Q2:Unlike AnomalyDiffusion [1], which leverages the text inversion technique [2] without needing to fine-tune the U-Net, this method requires U-Net fine-tuning. This approach might reduce the domain gap for anomaly data, potentially contributing to the improved quality of generated images. However, it would be helpful to clarify the effect of freezing versus fine-tuning the U-Net on image quality. Since this method requires fine-tuning the U-Net while AnomalyDiffusion [1] uses text inversion [2] without U-Net adjustments, could the authors clarify whether the observed quality improvement in anomaly generation stems from this fine-tuning? A comparison between freezing and fine-tuning the U-Net would be insightful.

A2: Thanks for your insightful comment! We agree with your opinion that "Fine-tuning the U-Net contributes to the improved quality of generated images". Fine-tuning the U-Net is essential for the AIG method.

To investigate the role of fine-tuning, we conducted the experiment of only using the Textual Inversion (TI) method to learn the product without fine-tuning the U-Net. The results, shown in Fig. 30 in the appendix, demonstrate that the TI method struggles to generate images similar to the real product due to the limited number of learnable parameters. In contrast, when fine-tuning the U-Net as part of the AIG method, the generated images exhibit significant improvements in both quality and global consistency. This suggests that the observed improvement in image quality and anomaly generation can largely be attributed to the fine-tuning of the U-Net.

As we mentioned in Lines 83-84 of the paper, "the products satisfy global consistency with minor variations in local details, while the anomalies hold randomness," the generated products should be globally consistent with the real products. Therefore, unlike the AG method Anomalydiffusion, which does not need to consider the generation of the product, we fine-tune the U-Net.
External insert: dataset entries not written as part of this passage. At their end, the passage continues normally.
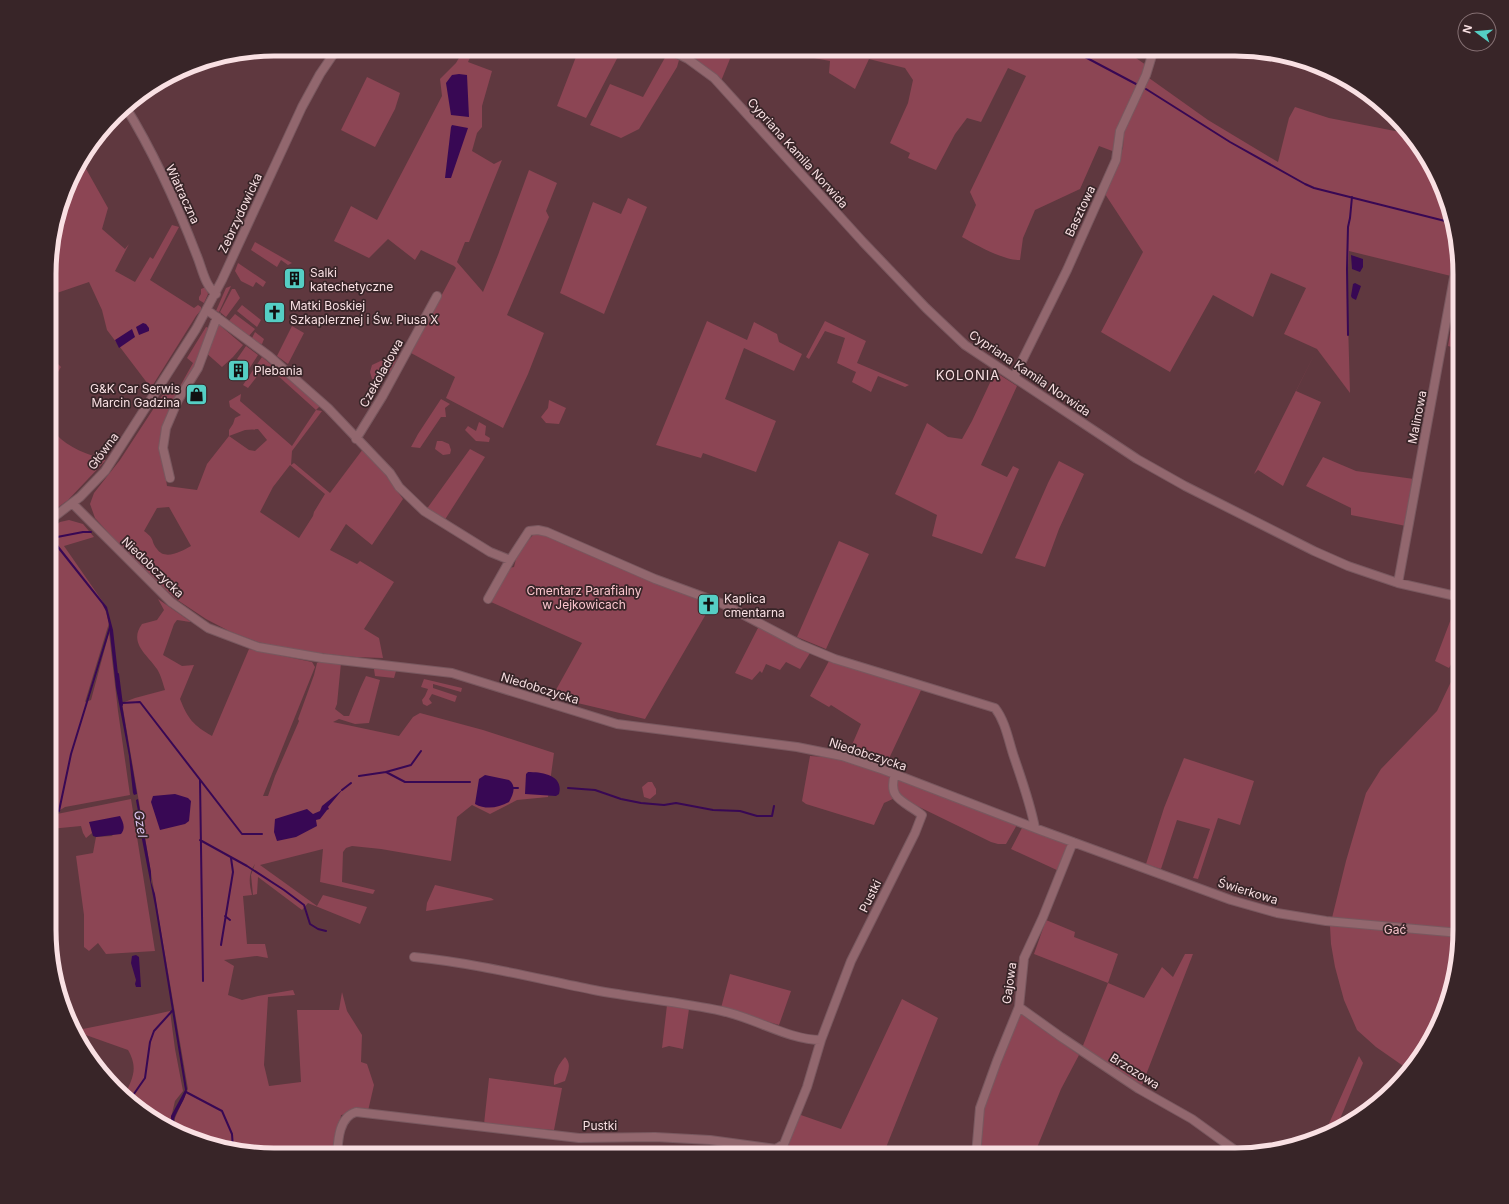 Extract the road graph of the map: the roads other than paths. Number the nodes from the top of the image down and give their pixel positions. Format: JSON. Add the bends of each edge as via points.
{"nodes":[{"id":1,"x":332,"y":56,"type":"edge"},
{"id":2,"x":682,"y":56,"type":"edge"},
{"id":3,"x":1152,"y":56,"type":"edge"},
{"id":4,"x":128,"y":112,"type":"edge"},
{"id":5,"x":1453,"y":283,"type":"edge"},
{"id":6,"x":216,"y":294,"type":"junction"},
{"id":7,"x":437,"y":296,"type":"dead end"},
{"id":8,"x":207,"y":310,"type":"junction"},
{"id":9,"x":217,"y":317,"type":"junction"},
{"id":10,"x":1014,"y":377,"type":"junction"},
{"id":11,"x":161,"y":385,"type":"joint"},
{"id":12,"x":356,"y":439,"type":"junction"},
{"id":13,"x":170,"y":478,"type":"dead end"},
{"id":14,"x":72,"y":503,"type":"junction"},
{"id":15,"x":56,"y":515,"type":"edge"},
{"id":16,"x":510,"y":560,"type":"junction"},
{"id":17,"x":1398,"y":583,"type":"junction"},
{"id":18,"x":1453,"y":595,"type":"edge"},
{"id":19,"x":488,"y":599,"type":"dead end"},
{"id":20,"x":895,"y":774,"type":"junction"},
{"id":21,"x":1037,"y":829,"type":"junction"},
{"id":22,"x":1073,"y":842,"type":"junction"},
{"id":23,"x":1453,"y":932,"type":"edge"},
{"id":24,"x":414,"y":957,"type":"dead end"},
{"id":25,"x":1019,"y":1007,"type":"junction"},
{"id":26,"x":821,"y":1040,"type":"junction"},
{"id":27,"x":338,"y":1148,"type":"edge"},
{"id":28,"x":768,"y":1148,"type":"edge"},
{"id":29,"x":778,"y":1148,"type":"edge"},
{"id":30,"x":977,"y":1148,"type":"edge"},
{"id":31,"x":1232,"y":1148,"type":"edge"}],
"edges":[{"from":1,"to":6,"type":"street","name":"Zebrzydowicka","via":[[302,107]]},
{"from":2,"to":10,"type":"street","name":"Cypriana Kamila Norwida","via":[[714,78],[926,308],[966,345]]},
{"from":3,"to":10,"type":"street","name":"Basztowa","via":[[1146,75],[1120,131],[1116,160],[1105,187]]},
{"from":4,"to":6,"type":"street","name":"Wiatraczna","via":[[183,220],[208,285]]},
{"from":5,"to":17,"type":"street","name":"Malinowa"},
{"from":6,"to":8,"type":"street","name":"Zebrzydowicka"},
{"from":7,"to":12,"type":"street","name":"Czekoladowa"},
{"from":8,"to":9,"type":"street"},
{"from":8,"to":11,"type":"street","name":"Zebrzydowicka"},
{"from":9,"to":12,"type":"street","via":[[269,356],[328,408]]},
{"from":9,"to":13,"type":"street","via":[[198,368],[178,400],[166,428],[163,448]]},
{"from":10,"to":17,"type":"street","name":"Cypriana Kamila Norwida","via":[[1138,459],[1185,486],[1314,551]]},
{"from":11,"to":14,"type":"street","name":"Główna","via":[[105,471]]},
{"from":12,"to":16,"type":"street","via":[[424,512],[490,552]]},
{"from":14,"to":15,"type":"street","name":"Główna"},
{"from":14,"to":20,"type":"street","name":"Niedobczycka","via":[[171,602],[208,628],[258,647],[322,658],[452,673],[617,724],[797,747],[842,756]]},
{"from":16,"to":19,"type":"street"},
{"from":16,"to":21,"type":"street","via":[[529,531],[547,532],[655,579],[722,604],[799,644],[835,659],[995,708],[1006,730]]},
{"from":17,"to":18,"type":"street","name":"Cypriana Kamila Norwida"},
{"from":20,"to":21,"type":"street","name":"Niedobczycka"},
{"from":20,"to":26,"type":"street","name":"Pustki","via":[[892,788],[895,794],[922,815],[851,961]]},
{"from":21,"to":22,"type":"street","name":"Świerkowa"},
{"from":22,"to":23,"type":"street","name":"Świerkowa","via":[[1231,900],[1277,913],[1326,921]]},
{"from":22,"to":25,"type":"street","name":"Gajowa","via":[[1024,958]]},
{"from":24,"to":26,"type":"street","via":[[444,960],[723,1012],[807,1040]]},
{"from":25,"to":30,"type":"street","name":"Gajowa","via":[[980,1108]]},
{"from":25,"to":31,"type":"street","name":"Brzozowa","via":[[1139,1089],[1192,1120]]},
{"from":26,"to":29,"type":"street","name":"Pustki","via":[[784,1144]]},
{"from":27,"to":28,"type":"street","name":"Pustki","via":[[342,1125],[350,1114],[356,1112],[579,1138],[655,1137]]}]} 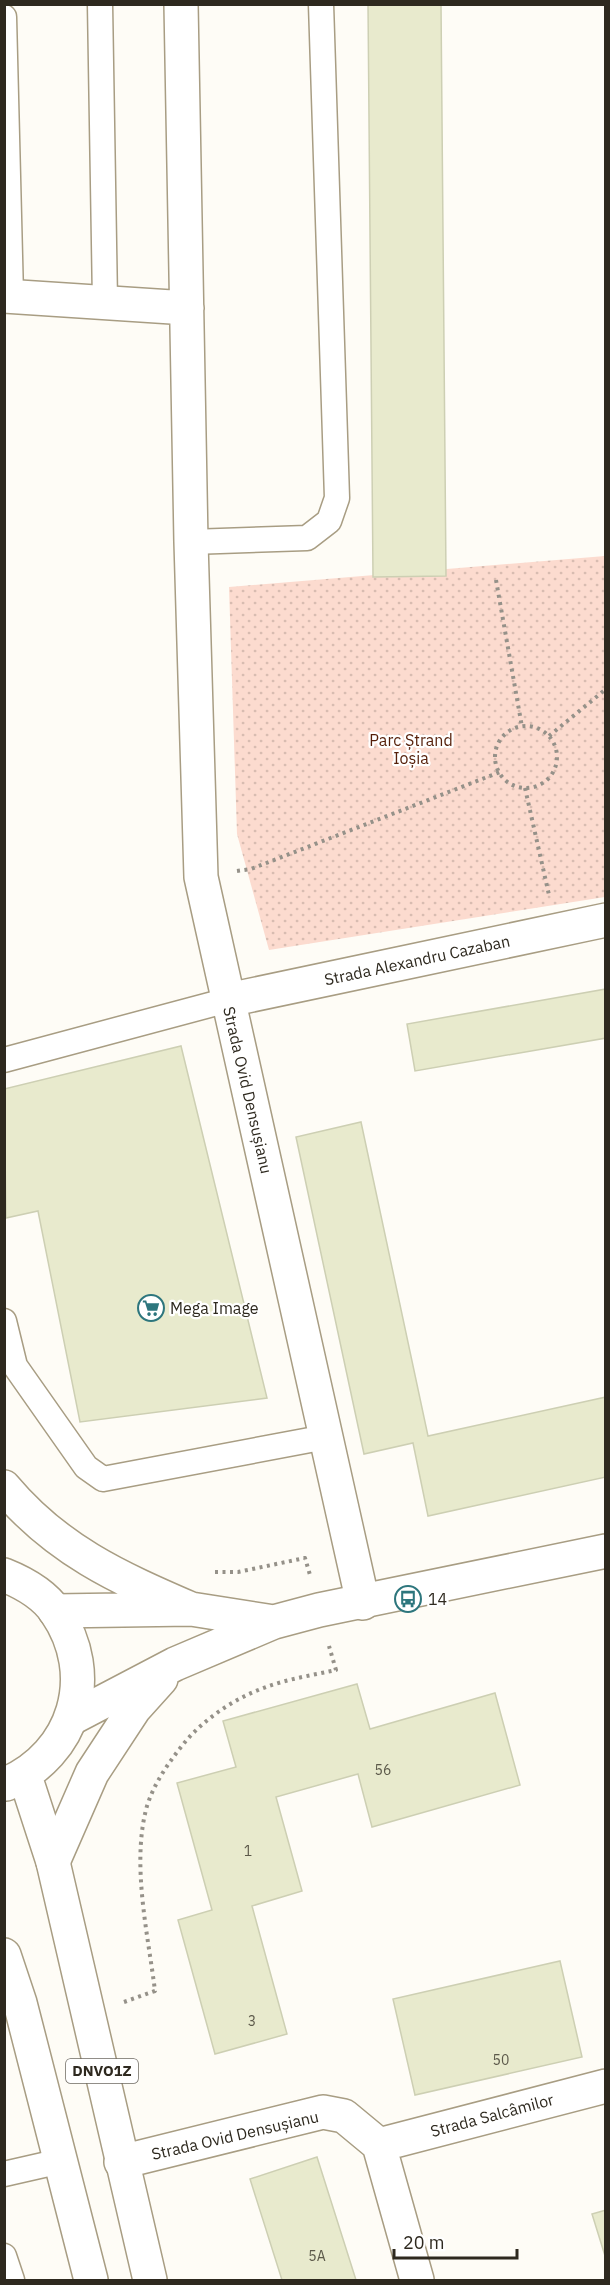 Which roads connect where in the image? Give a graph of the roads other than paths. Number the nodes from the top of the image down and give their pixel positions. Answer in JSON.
{"nodes":[{"id":1,"x":100,"y":4,"type":"edge"},
{"id":2,"x":181,"y":4,"type":"edge"},
{"id":3,"x":321,"y":4,"type":"edge"},
{"id":4,"x":4,"y":17,"type":"edge"},
{"id":5,"x":8,"y":296,"type":"edge"},
{"id":6,"x":105,"y":302,"type":"junction"},
{"id":7,"x":187,"y":308,"type":"junction"},
{"id":8,"x":192,"y":557,"type":"junction"},
{"id":9,"x":606,"y":921,"type":"edge"},
{"id":10,"x":228,"y":1000,"type":"junction"},
{"id":11,"x":4,"y":1060,"type":"edge"},
{"id":12,"x":4,"y":1321,"type":"edge"},
{"id":13,"x":326,"y":1437,"type":"junction"},
{"id":14,"x":4,"y":1487,"type":"edge"},
{"id":15,"x":606,"y":1551,"type":"edge"},
{"id":16,"x":4,"y":1575,"type":"edge"},
{"id":17,"x":363,"y":1603,"type":"junction"},
{"id":18,"x":191,"y":1609,"type":"junction"},
{"id":19,"x":55,"y":1611,"type":"junction"},
{"id":20,"x":274,"y":1622,"type":"junction"},
{"id":21,"x":175,"y":1664,"type":"junction"},
{"id":22,"x":72,"y":1718,"type":"junction"},
{"id":23,"x":15,"y":1780,"type":"edge"},
{"id":24,"x":53,"y":1862,"type":"junction"},
{"id":25,"x":4,"y":1955,"type":"edge"},
{"id":26,"x":12,"y":1994,"type":"edge"},
{"id":27,"x":606,"y":2086,"type":"edge"},
{"id":28,"x":379,"y":2145,"type":"junction"},
{"id":29,"x":61,"y":2161,"type":"junction"},
{"id":30,"x":121,"y":2162,"type":"junction"},
{"id":31,"x":4,"y":2174,"type":"edge"},
{"id":32,"x":4,"y":2256,"type":"edge"},
{"id":33,"x":12,"y":2280,"type":"edge"},
{"id":34,"x":91,"y":2280,"type":"edge"},
{"id":35,"x":150,"y":2280,"type":"edge"},
{"id":36,"x":417,"y":2280,"type":"edge"}],
"edges":[{"from":1,"to":6,"type":"lane"},
{"from":2,"to":7,"type":"street","name":"Strada Ovid Densușianu"},
{"from":3,"to":8,"type":"lane"},
{"from":4,"to":5,"type":"lane"},
{"from":5,"to":6,"type":"street"},
{"from":6,"to":7,"type":"street"},
{"from":7,"to":8,"type":"street","name":"Strada Ovid Densușianu"},
{"from":8,"to":10,"type":"street","name":"Strada Ovid Densușianu"},
{"from":9,"to":10,"type":"street","name":"Strada Alexandru Cazaban"},
{"from":10,"to":11,"type":"lane"},
{"from":10,"to":13,"type":"street","name":"Strada Ovid Densușianu"},
{"from":12,"to":13,"type":"lane"},
{"from":13,"to":17,"type":"street","name":"Strada Ovid Densușianu"},
{"from":14,"to":18,"type":"street"},
{"from":15,"to":17,"type":"street"},
{"from":16,"to":19,"type":"street","number":"DNVO1Z"},
{"from":17,"to":20,"type":"street"},
{"from":18,"to":19,"type":"street"},
{"from":18,"to":20,"type":"street"},
{"from":19,"to":22,"type":"street","number":"DNVO1Z"},
{"from":20,"to":21,"type":"street"},
{"from":21,"to":22,"type":"street"},
{"from":21,"to":24,"type":"street"},
{"from":22,"to":23,"type":"street","number":"DNVO1Z"},
{"from":23,"to":24,"type":"street","number":"DNVO1Z"},
{"from":24,"to":30,"type":"street","number":"DNVO1Z"},
{"from":25,"to":26,"type":"street"},
{"from":26,"to":29,"type":"street"},
{"from":27,"to":28,"type":"street","name":"Strada Salcâmilor"},
{"from":28,"to":30,"type":"street","name":"Strada Ovid Densușianu"},
{"from":28,"to":36,"type":"street"},
{"from":29,"to":31,"type":"lane"},
{"from":29,"to":34,"type":"street"},
{"from":30,"to":35,"type":"street","number":"DNVO1Z"},
{"from":32,"to":33,"type":"lane"}]}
Q3: The inference process in this paper lacks clarity, making it difficult to understand how to specify a particular anomaly type. Could the authors provide additional details on the inference process, specifically on how one could specify or target a particular anomaly type during generation?

A3:  Thanks for your comment! During inference, we use different condition text prompts $\mathcal{P_n}$ to specify the particular anomaly type of the product. We explained the design of different text prompts in Response A1. For example, aiming to generate "cable_swap", which is the second anomaly type for the "cable" product, we have to set the condition prompt as  $\mathcal{P_2} = \text{a <ob> with } \text{<}\text{df}_{5}\text{>,}\text{<}\text{df}_{6}\text{>,} \text{<}\text{df}_{7}\text{>,} \text{<}\text{df}_{8}\text{>}$ during inference.

Q1: The word “Unbalanced” in Unbalanced Abnormal Text Prompt is inappropriate. The author believes fixed generic semantic words may fail to align with a few training images that contain specific defect types. Therefore, the text prompt should be expressed as dynamic or learnable, etc.

A1: Thanks for your comment! As we mentioned in lines 214-215 of the paper, "unbalanced" means using multiple anomaly tokens while only employing one normal token, rather than referring to the learnability of the prompt.

Q2: The author should add the results of Baseline in Table 4, such as generation of typical text prompt with fixed generic semantic words.

A2: Thanks for your comment! We included the baseline result (short for with TP ) in Tab. 4 and Tab. R5 in the rebuttal. The results demonstrate that using a typical text prompt with fixed generic semantics words leads to a decrease in the fidelity and diversity of the generated images, as well as in segmentation performance. This outcome proves the effectiveness of the text prompt we proposed.

Table R5. More ablation on the generation model. ||IS|IC-L|AUROC|AP|F1-max|IoU| |:---:|:---:|:---:|:---:|:---:|:---:|:---:| |with TP|1.72|0.33|94.72|57.16|55.67|50.46| |Ours|1.88|0.34|97.21|69.21|66.37|55.28|

Q3: Moreover, the result with different layers in UNet in RMP branch should be discussed.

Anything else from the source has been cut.